A FUNÇÃO SOCIAL DA MÍDIA
A TV, e particularmente as
novelas, não inventam comportamentos e valores, mas reproduzem os que lhes
convém focar. E, com isso, amplificam o seu alcance – transformando-os em moda
ou contribuem fortemente para a sua naturalização e multiplicação na cultura.
Assim, numa cena que foi ao ar no
dia 26/08, a mando de Beatriz (Gloria Pires), Osvaldo (Werner Schünemann) vai
sequestrar a advogada Inês (Adriana Esteves), e levá-la até o alto do morro
Babilônia, onde ele vai torturá-la para que ela deixe a presidência da
construtora Souza Rangel. Osvaldo coloca a advogada dentro de uma pilha de
pneus, em que joga gasolina e ameaçar atear fogo.
Uma conversa flagrada num bar de
São Paulo, numa mesa grande onde as pessoas prestaram atenção ao capítulo da
novela que a TV exibia, pode-se perceber o efeito imediato desta cena –
aprovação, e votos de que as duas personagens femininas que ousaram se beijar,
merecessem destino igual.
É precisamente isso que cansamos
de apontar, quando falamos da influência na cultura, e na formação da
subjetividade da população, pelo conteúdo da mídia.
Tudo bem que este procedimento
não foi inventado pela Globo, nem pelos autores da novela, que reproduziram uma
cena de violência que deve ter ocorrido em algum lugar do país, e que lhes
pareceu forte o bastante para, quem sabe, resgatar a audiência nos capítulos
finais.
Mas, mais do que a audiência de
uma novela, cabe pensar no que deveria ser (mas infelizmente não é) a função e
responsabilidade social da mídia – e, particularmente, quando falamos de uma
mídia de massas, que também é uma concessão pública.

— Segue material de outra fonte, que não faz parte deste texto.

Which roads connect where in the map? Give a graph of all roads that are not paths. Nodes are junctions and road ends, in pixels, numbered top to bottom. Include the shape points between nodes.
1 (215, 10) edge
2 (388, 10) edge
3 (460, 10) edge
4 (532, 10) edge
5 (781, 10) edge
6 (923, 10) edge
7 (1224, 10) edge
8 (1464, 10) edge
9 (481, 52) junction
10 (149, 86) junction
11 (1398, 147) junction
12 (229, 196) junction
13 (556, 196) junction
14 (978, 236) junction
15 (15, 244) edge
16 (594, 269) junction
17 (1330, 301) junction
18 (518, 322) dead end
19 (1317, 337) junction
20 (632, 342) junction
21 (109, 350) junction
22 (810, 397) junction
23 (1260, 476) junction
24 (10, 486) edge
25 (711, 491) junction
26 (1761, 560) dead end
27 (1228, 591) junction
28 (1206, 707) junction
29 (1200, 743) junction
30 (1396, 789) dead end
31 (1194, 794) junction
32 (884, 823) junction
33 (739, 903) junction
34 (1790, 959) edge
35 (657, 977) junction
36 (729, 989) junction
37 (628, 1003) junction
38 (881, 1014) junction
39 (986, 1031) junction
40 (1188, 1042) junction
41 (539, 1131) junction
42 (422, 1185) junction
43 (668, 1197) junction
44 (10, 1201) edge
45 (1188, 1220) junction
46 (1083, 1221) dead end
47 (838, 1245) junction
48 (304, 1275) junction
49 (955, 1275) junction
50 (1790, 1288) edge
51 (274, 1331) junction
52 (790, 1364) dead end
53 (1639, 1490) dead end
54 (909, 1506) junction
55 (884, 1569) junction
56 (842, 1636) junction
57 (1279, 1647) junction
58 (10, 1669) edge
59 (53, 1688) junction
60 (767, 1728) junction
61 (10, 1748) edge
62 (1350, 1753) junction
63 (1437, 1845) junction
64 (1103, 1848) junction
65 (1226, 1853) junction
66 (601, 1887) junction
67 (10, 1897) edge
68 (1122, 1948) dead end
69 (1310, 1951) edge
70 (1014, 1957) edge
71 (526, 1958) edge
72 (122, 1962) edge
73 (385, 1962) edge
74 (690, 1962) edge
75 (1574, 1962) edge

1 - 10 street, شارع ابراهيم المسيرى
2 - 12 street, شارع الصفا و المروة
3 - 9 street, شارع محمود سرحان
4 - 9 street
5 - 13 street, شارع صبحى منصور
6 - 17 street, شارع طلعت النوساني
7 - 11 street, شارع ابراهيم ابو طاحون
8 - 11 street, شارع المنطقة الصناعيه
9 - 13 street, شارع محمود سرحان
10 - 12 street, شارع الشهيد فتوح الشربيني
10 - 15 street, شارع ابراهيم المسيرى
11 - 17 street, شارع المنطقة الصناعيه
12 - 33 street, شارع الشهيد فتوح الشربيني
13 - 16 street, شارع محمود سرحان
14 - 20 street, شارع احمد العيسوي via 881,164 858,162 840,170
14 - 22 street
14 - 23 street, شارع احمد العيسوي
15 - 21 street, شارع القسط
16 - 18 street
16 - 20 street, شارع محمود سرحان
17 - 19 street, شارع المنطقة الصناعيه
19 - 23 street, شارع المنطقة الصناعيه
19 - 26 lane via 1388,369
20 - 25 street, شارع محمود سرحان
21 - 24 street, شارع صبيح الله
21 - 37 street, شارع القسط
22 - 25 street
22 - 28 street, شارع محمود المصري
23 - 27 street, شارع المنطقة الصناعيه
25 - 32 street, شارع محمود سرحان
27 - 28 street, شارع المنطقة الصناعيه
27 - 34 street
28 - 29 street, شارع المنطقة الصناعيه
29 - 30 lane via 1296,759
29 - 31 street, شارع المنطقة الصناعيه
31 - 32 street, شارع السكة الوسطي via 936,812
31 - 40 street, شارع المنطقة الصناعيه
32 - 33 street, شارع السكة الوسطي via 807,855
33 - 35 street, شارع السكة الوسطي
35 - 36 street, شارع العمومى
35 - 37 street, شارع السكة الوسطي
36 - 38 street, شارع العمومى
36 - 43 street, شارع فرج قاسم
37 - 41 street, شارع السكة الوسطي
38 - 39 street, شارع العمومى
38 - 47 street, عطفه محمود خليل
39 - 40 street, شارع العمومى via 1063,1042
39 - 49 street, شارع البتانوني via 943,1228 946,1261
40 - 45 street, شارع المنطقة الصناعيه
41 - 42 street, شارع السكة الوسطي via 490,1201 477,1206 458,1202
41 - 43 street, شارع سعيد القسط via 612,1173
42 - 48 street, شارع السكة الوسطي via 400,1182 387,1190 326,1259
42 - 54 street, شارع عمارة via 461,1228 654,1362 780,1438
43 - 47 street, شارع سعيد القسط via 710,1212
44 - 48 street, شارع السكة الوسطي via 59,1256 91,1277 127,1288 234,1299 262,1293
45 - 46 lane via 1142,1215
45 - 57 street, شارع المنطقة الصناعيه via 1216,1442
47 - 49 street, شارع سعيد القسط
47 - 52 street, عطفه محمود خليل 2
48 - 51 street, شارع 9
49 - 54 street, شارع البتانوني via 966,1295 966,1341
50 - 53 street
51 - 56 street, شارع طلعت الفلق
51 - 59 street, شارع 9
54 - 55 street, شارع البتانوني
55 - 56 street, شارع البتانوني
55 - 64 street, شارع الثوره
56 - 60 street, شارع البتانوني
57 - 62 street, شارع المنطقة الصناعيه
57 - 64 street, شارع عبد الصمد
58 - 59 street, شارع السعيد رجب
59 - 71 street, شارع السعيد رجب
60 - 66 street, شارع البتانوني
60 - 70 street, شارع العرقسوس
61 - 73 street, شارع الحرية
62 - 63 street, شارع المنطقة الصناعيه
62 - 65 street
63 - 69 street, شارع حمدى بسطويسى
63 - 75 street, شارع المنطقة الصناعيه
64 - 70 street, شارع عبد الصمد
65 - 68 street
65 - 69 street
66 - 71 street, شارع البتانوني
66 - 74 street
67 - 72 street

A novela terminou, e não há
resgate possível, nela, com relação ao episódio em questão. Mas também não
podemos deixá-lo passar em branco e, no mínimo, alertar os autores de novela,
os decisores da mídia, e as autoridades governamentais, sobre o prejuízo que
esta inconsequência pode trazer para a nossa sociedade, naturalizando assim
mais este episódio de violência de gênero, e de violência em geral.
Ainda mais num tempo em que
parece estar se legitimando o “fazer a justiça com as próprias mãos”, como relatado
em dois episódios recentes, cobertos pela mídia.
No primeiro, a população agarra
um moleque que roubou algo do supermercado, amarra o menino num poste, e bate
nele até matá-lo, em São Luiz do Maranhão
(http://extra.globo.com/casos-de-policia/assaltante-amarrado-em-poste-espancado-ate-morte-por-pedestres-em-sao-luis-16686215.html).
E, mais recentemente, um final trágico similar teria sido corajosamente sustado
pela intervenção de Joel Rufino, historiador, que impede o linchamento de um
ladrão, ensanguentado, que levava porrada de saradões, mulheres, velhos, em
Copacabana, no sábado passado, enquanto um policial civil armado assistia a
tudo sem se meter. (Mamapress, no site Geledés – fonte:
http://joelrufinodossantos.com.br/paginas/biografia.asp)
Precisamos veicular este nosso
alerta. E, mais do que isso, precisamos de uma manifestação impactante dos
órgão que combatem a violência de gênero, que traçam políticas públicas de
interesse das mulheres, e que, ao menos teoricamente, podem inclusive impactar em
algum alerta institucional a ser encaminhado à Globo, com repercussão pública,
para que tais situações não se repitam e, se possível, tenham algum espaço de
resgate, de modo a contrabalançar o seu efeito nocivo.